According to the race models of the stop-signal paradigm, stopping success (successful vs. unsuccessful stopping) is attributed to the finishing times of a go and a stop process. In addition to those factors involving processing times, in the present study we sought to use electrophysiological measures to find factors involving activations that could affect stopping success. We hypothesized that voluntarily-generated unimanual preparation would be a factor. To assess voluntarily-generated unimanual preparation in the stop-signal paradigm, we used a selective-stopping task without any precue. The selective-stopping task also allowed us to assess reaction times (RTs) even when stopping was successful. We demonstrated shorter RTs in signal-respond (i.e. unsuccessful stopping) than in signal-inhibit (successful stopping) trials, as is predicted by the race models. More importantly, we also demonstrated different pre-signal lateralized readiness potentials between the two types of trials and larger lateralized mu ERD in signal-respond than in signal-inhibit trials, suggesting that voluntarily-generated unimanual preparation affects stopping success. In addition to what is described in the race models of the stop-signal paradigm, the present results therefore demonstrated measures of pre-signal activations that could influence stopping success.
Voetnoten
1
In tasks without a precue, prestimulus LRPs most likely reflect the participant’s guessing about responding hand (e.g. Gratton et al., 1988). In contrast, in tasks with a precue which specifies which hand to respond (e.g. Jentzsch et al., 2004), prestimulus LRPs reflect the advance preparation based on the precue.
 
2
Ko & Miller, (2011) have described the difference between the selective-stopping task that is used to assess our ability to selectively inhibit a subset of concurrently activated response tendencies and the selective-stopping task that is about our ability to distinguish what stimulus is subject to be stopped.
 
3
In standard two-choice RT tasks (requiring either a left-hand or right-hand response) without any precue, the participant does not know which hand should be prepared to respond until the appearance of the imperative stimulus.

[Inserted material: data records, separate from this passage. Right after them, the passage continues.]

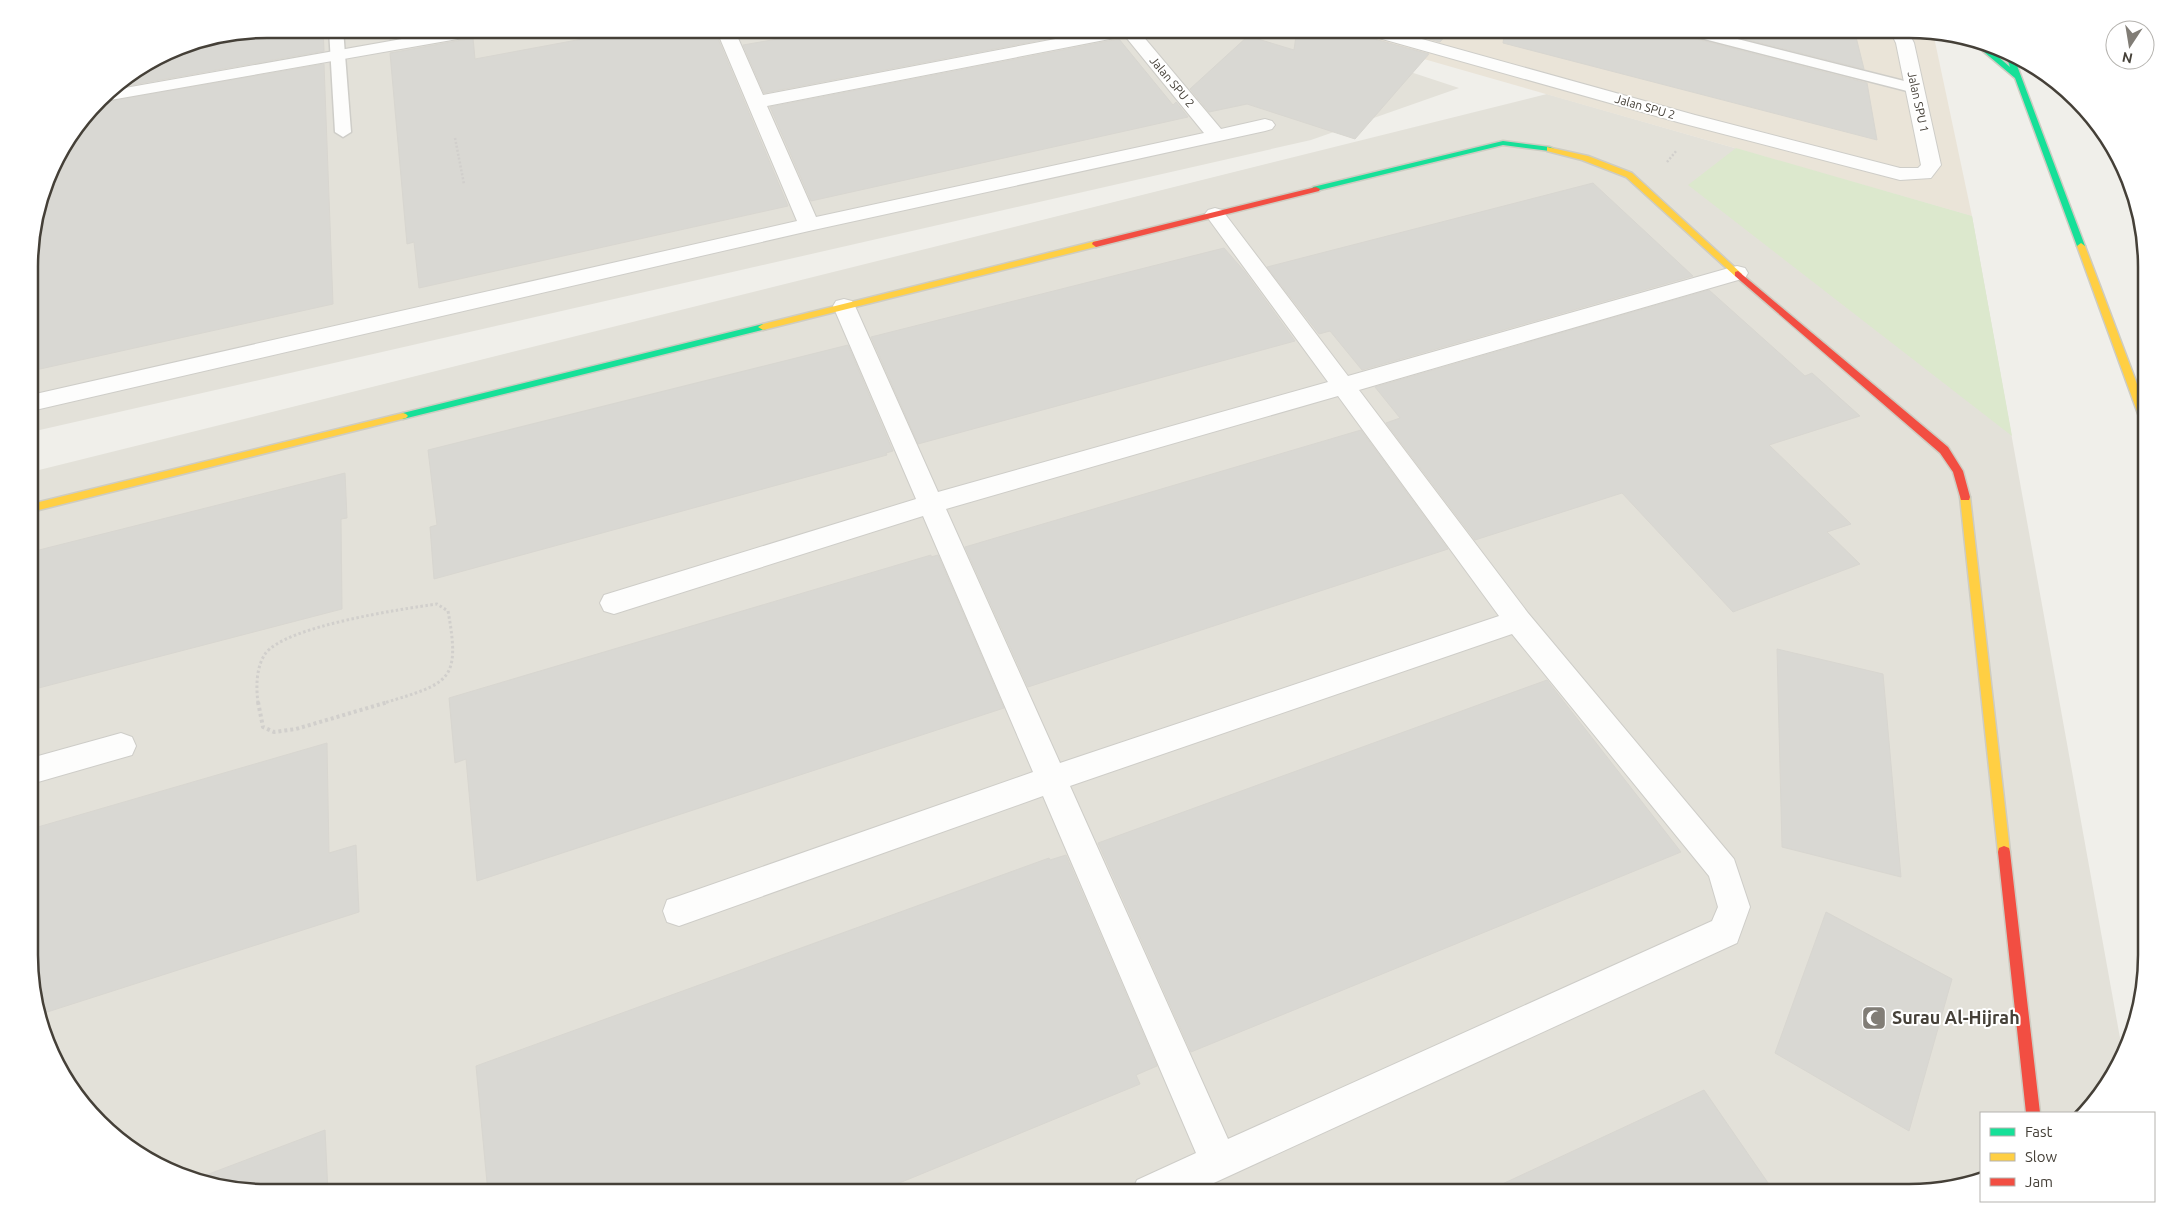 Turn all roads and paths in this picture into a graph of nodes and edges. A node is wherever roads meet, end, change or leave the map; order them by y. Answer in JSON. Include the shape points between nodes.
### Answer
{"nodes":[{"id":1,"x":337,"y":38,"type":"edge"},
{"id":2,"x":438,"y":38,"type":"edge"},
{"id":3,"x":729,"y":38,"type":"edge"},
{"id":4,"x":1083,"y":38,"type":"edge"},
{"id":5,"x":1136,"y":38,"type":"edge"},
{"id":6,"x":1399,"y":38,"type":"edge"},
{"id":7,"x":1718,"y":38,"type":"edge"},
{"id":8,"x":1902,"y":38,"type":"edge"},
{"id":9,"x":1990,"y":53,"type":"edge"},
{"id":10,"x":338,"y":57,"type":"junction"},
{"id":11,"x":2013,"y":63,"type":"edge"},
{"id":12,"x":2019,"y":78,"type":"junction"},
{"id":13,"x":1915,"y":88,"type":"junction"},
{"id":14,"x":115,"y":95,"type":"edge"},
{"id":15,"x":757,"y":102,"type":"junction"},
{"id":16,"x":1688,"y":119,"type":"junction"},
{"id":17,"x":1265,"y":125,"type":"dead end"},
{"id":18,"x":343,"y":132,"type":"dead end"},
{"id":19,"x":1216,"y":135,"type":"junction"},
{"id":20,"x":455,"y":138,"type":"dead end"},
{"id":21,"x":1924,"y":174,"type":"joint"},
{"id":22,"x":464,"y":184,"type":"dead end"},
{"id":23,"x":1640,"y":185,"type":"junction"},
{"id":24,"x":1215,"y":214,"type":"junction"},
{"id":25,"x":809,"y":225,"type":"junction"},
{"id":26,"x":1737,"y":273,"type":"junction"},
{"id":27,"x":844,"y":306,"type":"junction"},
{"id":28,"x":1344,"y":386,"type":"junction"},
{"id":29,"x":2138,"y":400,"type":"edge"},
{"id":30,"x":38,"y":401,"type":"edge"},
{"id":31,"x":931,"y":504,"type":"junction"},
{"id":32,"x":38,"y":506,"type":"edge"},
{"id":33,"x":614,"y":603,"type":"dead end"},
{"id":34,"x":1518,"y":620,"type":"junction"},
{"id":35,"x":372,"y":706,"type":"joint"},
{"id":36,"x":121,"y":746,"type":"dead end"},
{"id":37,"x":38,"y":769,"type":"edge"},
{"id":38,"x":1052,"y":779,"type":"junction"},
{"id":39,"x":679,"y":911,"type":"dead end"},
{"id":40,"x":2033,"y":1112,"type":"edge"},
{"id":41,"x":1219,"y":1162,"type":"junction"},
{"id":42,"x":1170,"y":1184,"type":"edge"}],
"edges":[{"from":1,"to":10,"type":"lane"},
{"from":2,"to":10,"type":"street"},
{"from":3,"to":15,"type":"street"},
{"from":4,"to":15,"type":"street"},
{"from":5,"to":19,"type":"street","name":"Jalan SPU 2"},
{"from":6,"to":16,"type":"street","name":"Jalan SPU 2"},
{"from":7,"to":13,"type":"lane"},
{"from":8,"to":13,"type":"street","name":"Jalan SPU 1"},
{"from":9,"to":12,"type":"main road"},
{"from":10,"to":14,"type":"street"},
{"from":10,"to":18,"type":"lane"},
{"from":11,"to":12,"type":"main road"},
{"from":12,"to":29,"type":"main road"},
{"from":13,"to":21,"type":"street","name":"Jalan SPU 1","via":[[1931,164]]},
{"from":15,"to":25,"type":"street"},
{"from":16,"to":21,"type":"street","name":"Jalan SPU 2","via":[[1900,174]]},
{"from":16,"to":23,"type":"path","via":[[1676,156]]},
{"from":17,"to":19,"type":"street"},
{"from":19,"to":25,"type":"street"},
{"from":20,"to":22,"type":"path"},
{"from":23,"to":24,"type":"main road","via":[[1630,175],[1585,158],[1540,147],[1503,143]]},
{"from":23,"to":26,"type":"main road"},
{"from":24,"to":27,"type":"main road"},
{"from":24,"to":28,"type":"street"},
{"from":25,"to":30,"type":"street"},
{"from":26,"to":28,"type":"street"},
{"from":26,"to":40,"type":"main road","via":[[1944,450],[1958,471],[1964,491]]},
{"from":27,"to":31,"type":"street"},
{"from":27,"to":32,"type":"main road"},
{"from":28,"to":31,"type":"street"},
{"from":28,"to":34,"type":"street"},
{"from":31,"to":33,"type":"street"},
{"from":31,"to":38,"type":"street"},
{"from":34,"to":38,"type":"street"},
{"from":34,"to":41,"type":"street","via":[[1723,869],[1734,907],[1725,932]]},
{"from":35,"to":35,"type":"path","via":[[296,729],[274,732],[263,727],[257,711],[258,669],[267,652],[311,631],[415,606],[437,604],[448,611],[454,660],[450,673],[440,684]]},
{"from":36,"to":37,"type":"street"},
{"from":38,"to":39,"type":"street"},
{"from":38,"to":41,"type":"street"},
{"from":41,"to":42,"type":"street"}]}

By the same token, in the selective-stopping task without any precue indicating which hand may be stopped, the participant does not know which hand should be prepared to stop until the appearance of the stop signal. Therefore, like response preparation before the imperative stimulus in the standard two-choice RT task, response preparation before the stop signal in the selective-stopping task without any precue is response preparation voluntarily generated.
 
4
Specifically, for each participant and separately for signal-inhibit and signal-respond trials, the LRP was the average of the followings: for trials with the X shown on the left side, EEGs from the C4 site were subtracted from EEGs from the C3 site. For trials with the X shown on the right side, EEGs from the C3 site were subtracted from EEGs from the C4 site. Then the average of the LRP across all participants was obtained, separately for signal-inhibit and signal-respond trials.
 
5
Rejecting trials with blinks: for each trial, the difference between the maximum and the minimum values of vertical EOG, referred to here as peak-to-peak amplitude or PPA, was obtained from the interval between the trial onset (the presentation of the four outline squares) and the RT of that trial. For each participant, the distribution of PPA values from all trials was then obtained. Blinks were assumed to occur in trials with large and deviate PPA values, and those trials were therefore excluded. Rejecting trials with horizontal eye movements: for each trial, the maximum difference between the average of baseline horizontal EOG values and the horizontal EOG values from the interval between the trial onset and the RT of that trial, referred to here as maximum deviate from baseline or MDFB, was obtained. For each participant, the distribution of MDFB values from all trials was then obtained. Horizontal eye movements were assumed to occur in trials with large and deviate MDFB values, and those trials were therefore excluded. A description about the rationale of using PPA and MDFB can be found in Chapter 10 of Jeff Miller’s documentation named “ERP software documentation”. After the exclusions, the average and the minimum numbers of signal-inhibit trials across all participants were 37.4 (94.7 % of all signal-inhibit trials) and 23, respectively. The average and the minimum numbers of signal-respond trials across all participants were 36.6 (95.5 % of all signal-respond trials) and 15, respectively. The average and the minimum numbers of controlled-go trials across all participants were 72.4 (95.0 % of all controlled-go trials) and 46, respectively. The average and the minimum numbers of no-signal-go trials across all participants were 294 (95.0 % of all no-signal-go trials) and 198, respectively.
 
6
For signal-inhibit and signal-respond trials (i.e. stop-signal trials), the nontarget hand was the hand not-to-be-stopped (i.e. the hand on the contralateral side of the X indicating stopping); for controlled-go trials, the nontarget hand referred to the hand on the contralateral side of the X used to control for the mere presence of the stop signal.
 
7
The same pattern of results (i.e. different pre-signal LRPs in signal-inhibit and signal-respond trials) was found when the time interval between 500 and 200 ms before the stop-signal onset was assessed [F(1,16) = 6.46, p < .05]; whereas there was no difference between the two types of trials in the time interval between 1,000 and 500 ms before the stop-signal onset [F(1,16) = 2.94, p > .1].
 
8
We thank Hartmut Leuthold for pointing out this possibility.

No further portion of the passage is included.